The UN Principles for Responsible Investment (PRI), an initiative working to put into practice six principles on the environmental, social, and governance (ESG) aspects of investment decisions, in partnership with the UNEP Finance Initiative and the UN Global Compact, has issued a paper on the credit ratings agencies and their ramped-up consideration of ESG factors in credit analysis.
This paper is designed as the first of a three-part series.
It begins with a reminder of the headlines over recent years that have offered the investing world “stark reminders of why oversight, lack of transparency and accountability can negatively affect [fixed income] market pricing, volatility and, ultimately, financial stability.” The headline events include the tangible consequences of global warming, corporate scandals that have triggered substantial losses, and of course the global financial crisis of just a decade ago.
Signing On to Principles
Due to such concerns, the number of institutions that have signed on to the Principles just this year exceeded 1,700, and the assets under management of the pertinent institutions has exceeded $70 trillion.
The signators commit to incorporating ESG issues into their investment analyses, to being active owners, to seeking appropriate disclosure from their portfolio companies, to promoting broader acceptance of these principles in the investment world, to working together to enhance ESG effectiveness, and to reporting to each other their activities and progress in that work.
The Question Before the House
The question before the house right now, though, is: what about the credit rating agencies? The question comes in three parts: there are the global CRAs; the smaller/regional CRAs in most of the world, and regional CRAs in the special case of China.
First, the global CRAs [there are just two of them, Moody’s and S&P] are making “strong efforts” to incorporate an understanding of ESG issues. They are hiring staff with ESG backgrounds, equipping their existing analysts with the relevant expertise, and drawing on third party providers.
The smaller (non-Chinese) agencies include Liberum Ratings, RAM, and Scope. They are behind the Big Two, but are making “good efforts” to catch up. Unfortunately, they still rely largely on issuers fees, and this means they face commercial pressure of a sort that may compromise ESG integration.

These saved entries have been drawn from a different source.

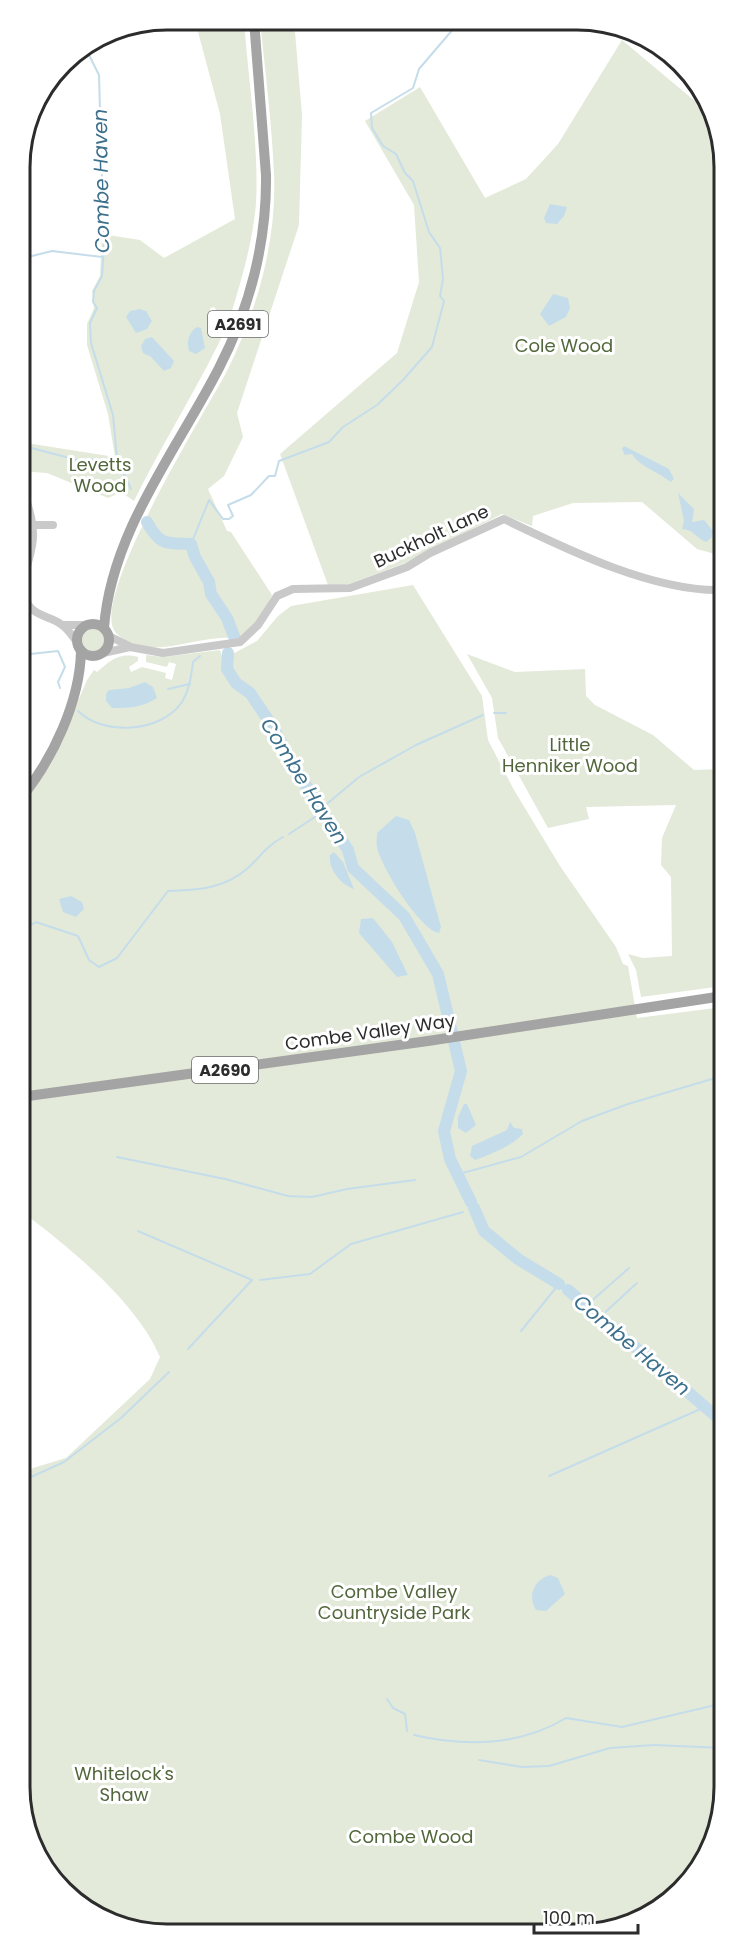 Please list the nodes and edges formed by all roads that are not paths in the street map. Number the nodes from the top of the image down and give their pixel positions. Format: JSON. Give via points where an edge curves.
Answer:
{"nodes":[{"id":1,"x":255,"y":30,"type":"edge"},
{"id":2,"x":30,"y":520,"type":"edge"},
{"id":3,"x":32,"y":525,"type":"junction"},
{"id":4,"x":54,"y":525,"type":"dead end"},
{"id":5,"x":30,"y":562,"type":"edge"},
{"id":6,"x":714,"y":590,"type":"edge"},
{"id":7,"x":106,"y":601,"type":"junction"},
{"id":8,"x":30,"y":607,"type":"edge"},
{"id":9,"x":89,"y":624,"type":"junction"},
{"id":10,"x":63,"y":625,"type":"junction"},
{"id":11,"x":106,"y":632,"type":"junction"},
{"id":12,"x":79,"y":647,"type":"junction"},
{"id":13,"x":130,"y":647,"type":"junction"},
{"id":14,"x":101,"y":654,"type":"junction"},
{"id":15,"x":80,"y":678,"type":"junction"},
{"id":16,"x":30,"y":784,"type":"edge"},
{"id":17,"x":714,"y":997,"type":"edge"},
{"id":18,"x":30,"y":1096,"type":"edge"}],
"edges":[{"from":1,"to":7,"type":"main road","number":"A2691","via":[[266,199],[254,275],[220,367],[147,496]]},
{"from":2,"to":3,"type":"street"},
{"from":3,"to":4,"type":"street"},
{"from":3,"to":5,"type":"street"},
{"from":6,"to":13,"type":"street","name":"Buckholt Lane","via":[[696,591],[660,583],[552,542],[504,519],[407,567],[350,588],[293,589],[277,596],[254,630],[240,642],[163,653]]},
{"from":7,"to":9,"type":"main road","number":"A2691"},
{"from":7,"to":11,"type":"main road","number":"A2691"},
{"from":8,"to":10,"type":"street"},
{"from":9,"to":10,"type":"street"},
{"from":9,"to":11,"type":"main road"},
{"from":9,"to":12,"type":"main road","via":[[78,633]]},
{"from":10,"to":12,"type":"street"},
{"from":11,"to":13,"type":"street","name":"Buckholt Lane"},
{"from":11,"to":14,"type":"main road","via":[[108,645]]},
{"from":12,"to":14,"type":"main road","via":[[89,655]]},
{"from":12,"to":15,"type":"main road"},
{"from":13,"to":14,"type":"street","name":"Buckholt Lane"},
{"from":14,"to":15,"type":"main road"},
{"from":15,"to":16,"type":"main road","via":[[53,749]]},
{"from":17,"to":18,"type":"main road","name":"Combe Valley Way","number":"A2690"}]}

Then there is China. Its CRAs include Dagong Global, China Chengxin, and Golden Credit Ratings. The idea of integrating ESG into their analyses is thus far limited to the issue of green bonds, that is, bonds issued for the development of brownfield sites. Government policy in China encourages green bonds and the CRAs have responded. The resulting assessments are focused on the “E,” not so much the “S” or the “G.” And their environmental assessments rely on measuring the impact of the project the bond aims to finance.
The PRI is optimistic about the PRC, saying that work on China’s green bonds may prove to be “a good base from which to develop a more complete and integrated ESG assessment process in credit risk analysis.”
A portion of the paper looks specifically at sovereign debt. Moody’s has a three-step process. First, a sovereign’s economic and institutional strength are assessed. The consequence of that assessment is the sovereign’s “economic resiliency.” Then fiscal strength is added to the mix, thus “government financial strength.” Finally, the issuer’s susceptibility to event risk is considered, for the final result, the government bond rating range. S&P uses a somewhat more complicated four step process.
Sovereign credit can come under pressure in a number of ways. For example, population trends, human capital, education or health issues can limit the availability or hamper the management of resources.
“Ultimately, what matters from a credit perspective” the report says, “is a government’s ability (and political stability) to generate enough revenues to repay its financial obligations – and it is becoming increasingly apparent that ESGH factors may affect this.”
The paper also reviews some of the academic and market research on the connection between ESG and credit worthiness. There are five takeaways:
- Research very generally supports the hypothesis that there exists a causal link between ESG factors and the credit worthiness of a borrower;
- Academic research in limited in that it is too exclusively content to measure credit risk by credit ratings, rather than testing the ratings themselves against alternative measures;
- But some research does employ the spread of credit default swaps as an independent measure of risk;
- Anecdotal observation indicates a clear link between G and defaults, although the linkage between E and S and defaults is more difficult to pin down;
- There is much evidence in the linkage of ESG to macroeconomic factors and potential growth, which in turn are important to sovereign risk in particular.